2016-05-21
Dually Flat Manifolds

情報幾何尤度 Dually flat 指数分布族混合分布族 KL divergence
昨日、階層構造を持つ確率分布のための情報幾何について少し書いた
特に、 $\{0,1\}^d$ なd元分割表のためのe-平坦、m-平坦なパラメタの取り方について、丁寧に確認してみたい
Rでパラメタ変換をしてみるのが、手っ取り早そうなので、それでやってみる
Rmd
2重平坦パラメタリゼーションを学ぶ: 2のd乗組み合わせデータ構造のための情報幾何 (English Edition)
作者: ryamada
発売日: 2016/05/19
メディア: Kindle版
この商品を含むブログ (1件) を見る
---
title: "Dual flat parameterization for {0,1}^d"
author: "ryamada"
date: "Friday, May 20, 2016"
output: html_document
---

# Brief introduction

{0,1}の値を取るd個の変数$X_i;i=1,2,...$があるときに、その値セットの取り方($\mathbf{x} = (0,0,...,0),(1,0,...),...,(1,1,...,1)$)は
$D=2^d$通りある。

今、この$D$通りの取り方の生起確率ベクトルを$freq=(f_1,...,f_D)$とすれば、
$\sum f_i = 1$の制約があり、自由度は$D-1$である。


このような階層構造を持つ組み合わせについては、情報幾何的な観点から有用な、パラメタの取り方が2通り知られている。

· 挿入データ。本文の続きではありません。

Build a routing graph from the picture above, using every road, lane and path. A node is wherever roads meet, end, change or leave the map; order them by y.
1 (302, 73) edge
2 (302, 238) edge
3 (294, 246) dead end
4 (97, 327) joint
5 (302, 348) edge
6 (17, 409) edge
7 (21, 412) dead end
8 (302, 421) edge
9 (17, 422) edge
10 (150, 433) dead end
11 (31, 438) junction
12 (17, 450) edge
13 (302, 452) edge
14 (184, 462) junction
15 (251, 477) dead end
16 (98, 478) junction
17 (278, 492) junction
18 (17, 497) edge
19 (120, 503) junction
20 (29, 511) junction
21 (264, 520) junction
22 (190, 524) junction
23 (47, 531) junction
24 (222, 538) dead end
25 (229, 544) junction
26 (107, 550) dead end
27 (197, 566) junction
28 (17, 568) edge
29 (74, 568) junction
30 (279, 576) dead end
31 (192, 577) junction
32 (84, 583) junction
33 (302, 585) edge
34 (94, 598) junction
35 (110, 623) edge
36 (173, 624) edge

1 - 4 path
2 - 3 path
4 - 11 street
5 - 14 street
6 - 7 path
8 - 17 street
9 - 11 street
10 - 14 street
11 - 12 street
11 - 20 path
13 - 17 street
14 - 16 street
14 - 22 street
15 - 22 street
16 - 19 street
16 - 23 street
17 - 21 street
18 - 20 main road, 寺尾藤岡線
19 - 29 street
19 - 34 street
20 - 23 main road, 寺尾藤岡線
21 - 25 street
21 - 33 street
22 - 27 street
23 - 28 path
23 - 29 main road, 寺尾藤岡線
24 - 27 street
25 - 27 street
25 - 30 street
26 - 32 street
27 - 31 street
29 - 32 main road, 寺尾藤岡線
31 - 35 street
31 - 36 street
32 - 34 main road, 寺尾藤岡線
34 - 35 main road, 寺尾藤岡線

It is know that there are tow useful ways to parameterize the frequency with the hierarchical structure.

この文書の目的は、頻度ベクトルを２通りのパラメタに置き換えたり、パラメタの値を指定して、頻度ベクトルを作ったりする道具を提供すること。

This document is written to offer utility functions to transform frequency vectors to two types of parameters and their inverse.




詳しい理論は ["Information Geometry on Hierarchy of Probability
Distributions" (IEEE TRANSACTIONS ON INFORMATION THEORY, VOL. 47, NO. 5, JULY 2001)](https://www.google.co.jp/url?sa=t&rct=j&q=&esrc=s&source=web&cd=1&cad=rja&uact=8&ved=0ahUKEwja3aaXwOXMAhXHXaYKHVSXCzAQFgghMAA&url=http%3A%2F%2Fieeexplore.ieee.org%2Fiel5%2F18%2F20133%2F00930911.pdf%3Farnumber%3D930911&usg=AFQjCNFd9avfcHWB3jmeVpfvnuWzCKo5rQ&sig2=OBOG6MXZgpPJvHd2JksQIQ) を参照のこと。

You can learn its theory in ["Information Geometry on Hierarchy of Probability
Distributions" (IEEE TRANSACTIONS ON INFORMATION THEORY, VOL. 47, NO. 5, JULY 2001)](https://www.google.co.jp/url?sa=t&rct=j&q=&esrc=s&source=web&cd=1&cad=rja&uact=8&ved=0ahUKEwja3aaXwOXMAhXHXaYKHVSXCzAQFgghMAA&url=http%3A%2F%2Fieeexplore.ieee.org%2Fiel5%2F18%2F20133%2F00930911.pdf%3Farnumber%3D930911&usg=AFQjCNFd9avfcHWB3jmeVpfvnuWzCKo5rQ&sig2=OBOG6MXZgpPJvHd2JksQIQ)

## e-flat parameterization

$\mathbf{\theta}$は長さ$D-1$のパラメタベクトル。

$\mathbf{\theta}$ is a parameter vector with $D-1$ elements.

$\mathbf{\theta} = ((\theta_1,\theta_2,...,\theta_d,),(\theta_{1,2},...,\theta_{d-1,d}),...,(\theta_{1,2,...,d}))$

$\mathbf{x}=(x_1,...,x_d)$というパターンを取る確率
$$
\log{p(\mathbf{x})}=(x_1,...,x_d))= \sum \theta_i x_i + \sum \theta_{i,j} x_i x_j + ... + \theta_{1,2,...,d} x_1 x_2 ... x_d - \psi
$$

$psi$の値は$\mathbf{\theta}$が決まると(自由度がもうないので)一意に決まる。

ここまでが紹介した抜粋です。